> [Stored items]
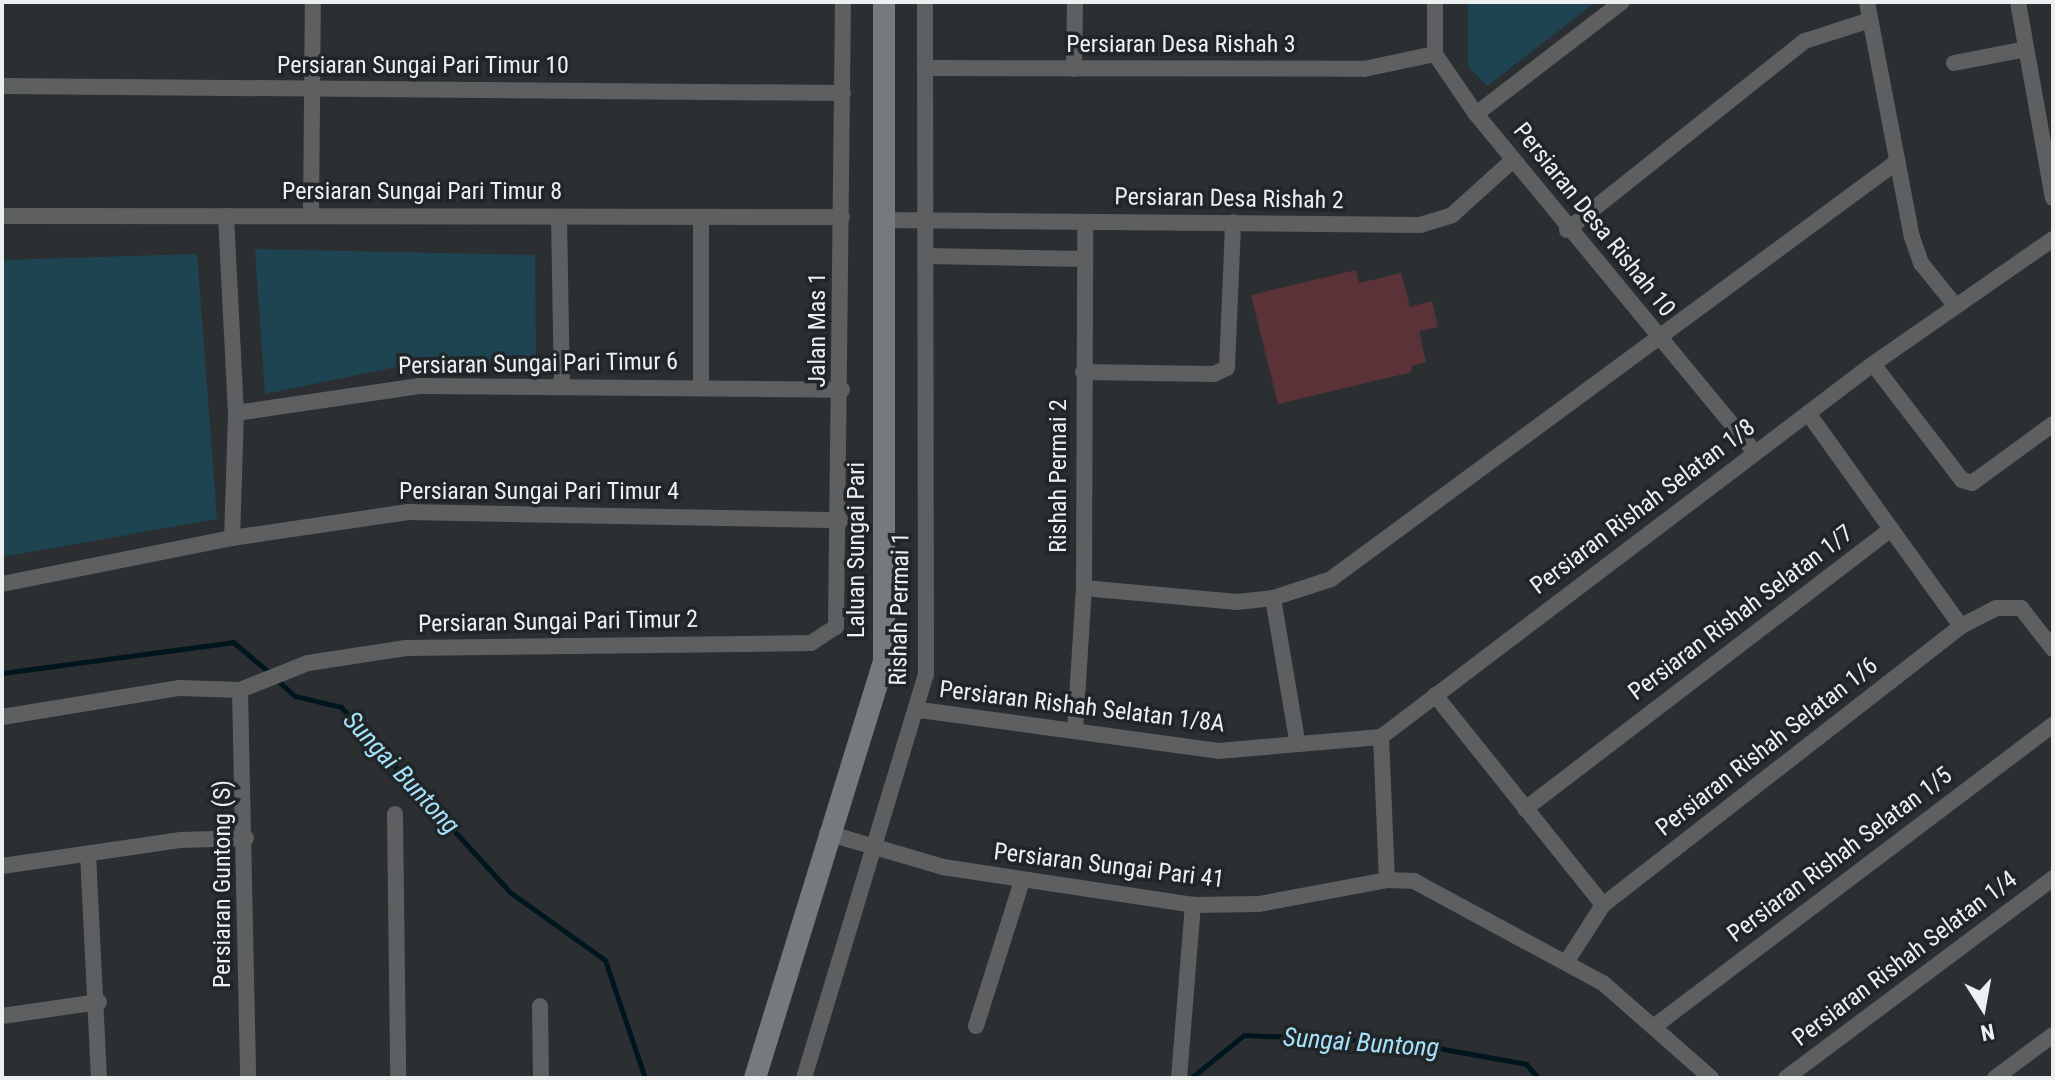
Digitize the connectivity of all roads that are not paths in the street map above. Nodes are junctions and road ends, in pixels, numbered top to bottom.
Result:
1 (313, 2) edge
2 (843, 2) edge
3 (884, 2) edge
4 (925, 2) edge
5 (1075, 2) edge
6 (1435, 2) edge
7 (1622, 2) edge
8 (1867, 2) edge
9 (2018, 2) edge
10 (1870, 20) junction
11 (2026, 49) junction
12 (1435, 54) junction
13 (1954, 63) dead end
14 (925, 68) junction
15 (1074, 69) junction
16 (2, 86) edge
17 (312, 89) junction
18 (843, 93) junction
19 (1476, 114) junction
20 (1512, 161) junction
21 (1898, 161) junction
22 (2053, 198) edge
23 (2, 216) edge
24 (226, 216) junction
25 (311, 216) junction
26 (559, 217) junction
27 (701, 217) junction
28 (842, 217) junction
29 (882, 220) junction
30 (923, 220) junction
31 (1085, 222) junction
32 (1233, 222) junction
33 (1567, 230) junction
34 (2053, 239) edge
35 (927, 256) junction
36 (1084, 259) junction
37 (1954, 304) junction
38 (1659, 339) junction
39 (1873, 364) junction
40 (1083, 372) junction
41 (562, 386) junction
42 (701, 386) junction
43 (842, 390) junction
44 (236, 413) junction
45 (1808, 413) junction
46 (2053, 424) edge
47 (1755, 452) junction
48 (841, 520) junction
49 (1891, 529) junction
50 (232, 538) junction
51 (2, 584) edge
52 (1084, 588) junction
53 (1273, 598) junction
54 (1961, 626) junction
55 (811, 643) joint
56 (2053, 649) edge
57 (240, 690) junction
58 (1435, 695) junction
59 (920, 710) junction
60 (2, 717) edge
61 (2053, 725) edge
62 (1075, 730) junction
63 (1381, 737) junction
64 (1297, 740) junction
65 (1525, 809) junction
66 (395, 814) dead end
67 (827, 833) junction
68 (246, 838) junction
69 (872, 847) junction
70 (88, 854) junction
71 (2, 866) edge
72 (2053, 878) edge
73 (1387, 880) junction
74 (1022, 881) junction
75 (1193, 905) junction
76 (1603, 905) junction
77 (1567, 961) junction
78 (99, 1002) junction
79 (540, 1006) dead end
80 (2, 1016) edge
81 (1656, 1025) junction
82 (976, 1026) dead end
83 (2053, 1035) edge
84 (99, 1078) edge
85 (248, 1078) edge
86 (398, 1078) edge
87 (541, 1078) edge
88 (755, 1078) edge
89 (804, 1078) edge
90 (1179, 1078) edge
91 (1711, 1078) edge
92 (1786, 1078) edge
93 (1995, 1078) edge

1 - 17 street
2 - 18 street, Jalan Mas 1
3 - 29 main road, Laluan Sungai Pari
4 - 14 street, Rishah Permai 1
5 - 15 street
6 - 12 street
7 - 19 street
8 - 10 street
9 - 11 street
10 - 21 street
10 - 33 street
11 - 13 street
11 - 22 street
12 - 15 street, Persiaran Desa Rishah 3
12 - 19 street, Persiaran Desa Rishah 10
14 - 15 street, Persiaran Desa Rishah 3
14 - 30 street, Rishah Permai 1
16 - 17 street, Persiaran Sungai Pari Timur 10
17 - 18 street, Persiaran Sungai Pari Timur 10
17 - 25 street
18 - 28 street, Jalan Mas 1
19 - 20 street, Persiaran Desa Rishah 10
20 - 32 street, Persiaran Desa Rishah 2
20 - 33 street, Persiaran Desa Rishah 10
21 - 37 street
21 - 38 street
23 - 24 street, Persiaran Sungai Pari Timur 8
24 - 25 street, Persiaran Sungai Pari Timur 8
24 - 44 street
25 - 26 street, Persiaran Sungai Pari Timur 8
26 - 27 street, Persiaran Sungai Pari Timur 8
26 - 41 street
27 - 28 street, Persiaran Sungai Pari Timur 8
27 - 42 street
28 - 43 street, Jalan Mas 1
29 - 30 street, Persiaran Desa Rishah 2
29 - 67 main road, Laluan Sungai Pari
30 - 31 street, Persiaran Desa Rishah 2
30 - 35 street, Rishah Permai 1
31 - 32 street, Persiaran Desa Rishah 2
31 - 36 street, Rishah Permai 2
32 - 40 street
33 - 38 street, Persiaran Desa Rishah 10
34 - 37 street, Persiaran Rishah Selatan 1/8
35 - 36 street
35 - 59 street, Rishah Permai 1
36 - 40 street, Rishah Permai 2
37 - 39 street, Persiaran Rishah Selatan 1/8
38 - 47 street, Persiaran Desa Rishah 10
38 - 53 street
39 - 45 street, Persiaran Rishah Selatan 1/8
39 - 46 street
40 - 52 street, Rishah Permai 2
41 - 42 street, Persiaran Sungai Pari Timur 6
41 - 44 street, Persiaran Sungai Pari Timur 6
42 - 43 street, Persiaran Sungai Pari Timur 6
43 - 48 street, Jalan Mas 1
44 - 50 street
45 - 47 street, Persiaran Rishah Selatan 1/8
45 - 49 street
47 - 58 street, Persiaran Rishah Selatan 1/8
48 - 50 street, Persiaran Sungai Pari Timur 4
48 - 55 street, Jalan Mas 1
49 - 54 street, Persiaran Rishah Selatan 1/7
49 - 65 street, Persiaran Rishah Selatan 1/7
50 - 51 street, Persiaran Sungai Pari Timur 4
52 - 53 street
52 - 62 street, Rishah Permai 2
53 - 64 street
54 - 56 street, Persiaran Rishah Selatan 1/6
54 - 76 street, Persiaran Rishah Selatan 1/6
55 - 57 street, Persiaran Sungai Pari Timur 2
57 - 60 street
57 - 68 street, Persiaran Guntong (S)
58 - 63 street, Persiaran Rishah Selatan 1/8
58 - 65 street
59 - 62 street, Persiaran Rishah Selatan 1/8A
59 - 69 street, Rishah Permai 1
61 - 81 street, Persiaran Rishah Selatan 1/5
62 - 64 street, Persiaran Rishah Selatan 1/8A
63 - 64 street, Persiaran Rishah Selatan 1/8A
63 - 73 street
65 - 76 street
66 - 86 street
67 - 69 street, Persiaran Sungai Pari 41
67 - 88 main road, Laluan Sungai Pari
68 - 70 street
68 - 85 street, Persiaran Guntong (S)
69 - 74 street, Persiaran Sungai Pari 41
69 - 89 street, Rishah Permai 1
70 - 71 street
70 - 78 street
72 - 92 street, Persiaran Rishah Selatan 1/4
73 - 75 street, Persiaran Sungai Pari 41
73 - 77 street, Persiaran Sungai Pari 41
74 - 75 street, Persiaran Sungai Pari 41
74 - 82 street
75 - 90 street
76 - 77 street, Persiaran Rishah Selatan 1/6
77 - 81 street, Persiaran Sungai Pari 41
78 - 80 street
78 - 84 street
79 - 87 street
81 - 91 street, Persiaran Sungai Pari 41
83 - 93 street

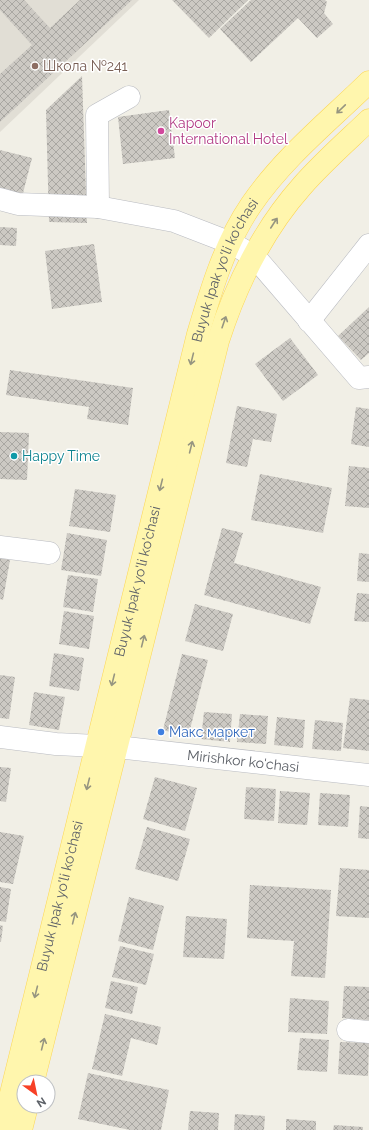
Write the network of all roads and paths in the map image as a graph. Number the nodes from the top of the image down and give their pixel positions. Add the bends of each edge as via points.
1 (369, 82) edge
2 (129, 97) dead end
3 (369, 120) edge
4 (0, 199) edge
5 (98, 207) junction
6 (231, 243) junction
7 (369, 245) edge
8 (254, 256) junction
9 (309, 321) junction
10 (366, 379) edge
11 (0, 547) edge
12 (49, 553) dead end
13 (0, 737) edge
14 (107, 747) junction
15 (369, 775) edge
16 (348, 1030) dead end
17 (369, 1032) edge
18 (35, 1074) edge
19 (25, 1114) edge
20 (2, 1130) edge
21 (21, 1130) edge

1 -> 6 main road, Buyuk Ipak yo'li ko'chasi via 276,173 251,206
2 - 5 street via 97,116
8 -> 3 main road, Buyuk Ipak yo'li ko'chasi via 283,209 301,187
4 - 5 street via 18,204
5 - 6 street via 174,221
6 - 8 street
6 -> 14 main road, Buyuk Ipak yo'li ko'chasi via 212,289 198,334
7 - 9 street
8 - 9 street
14 -> 8 main road, Buyuk Ipak yo'li ko'chasi via 218,341 233,297
9 - 10 street
11 - 12 street
13 - 14 street, Mirishkor ko'chasi
14 - 15 street, Mirishkor ko'chasi
18 -> 14 main road, Buyuk Ipak yo'li ko'chasi
14 -> 20 main road, Buyuk Ipak yo'li ko'chasi
16 - 17 street
19 - 21 main road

> [WORK ITEM] Gather each line from the entries above that includes the word "main".

> [ANSWER SECTION]
3 - 29 main road, Laluan Sungai Pari
29 - 67 main road, Laluan Sungai Pari
67 - 88 main road, Laluan Sungai Pari
1 -> 6 main road, Buyuk Ipak yo'li ko'chasi via 276,173 251,206
8 -> 3 main road, Buyuk Ipak yo'li ko'chasi via 283,209 301,187
6 -> 14 main road, Buyuk Ipak yo'li ko'chasi via 212,289 198,334
14 -> 8 main road, Buyuk Ipak yo'li ko'chasi via 218,341 233,297
18 -> 14 main road, Buyuk Ipak yo'li ko'chasi
14 -> 20 main road, Buyuk Ipak yo'li ko'chasi
19 - 21 main road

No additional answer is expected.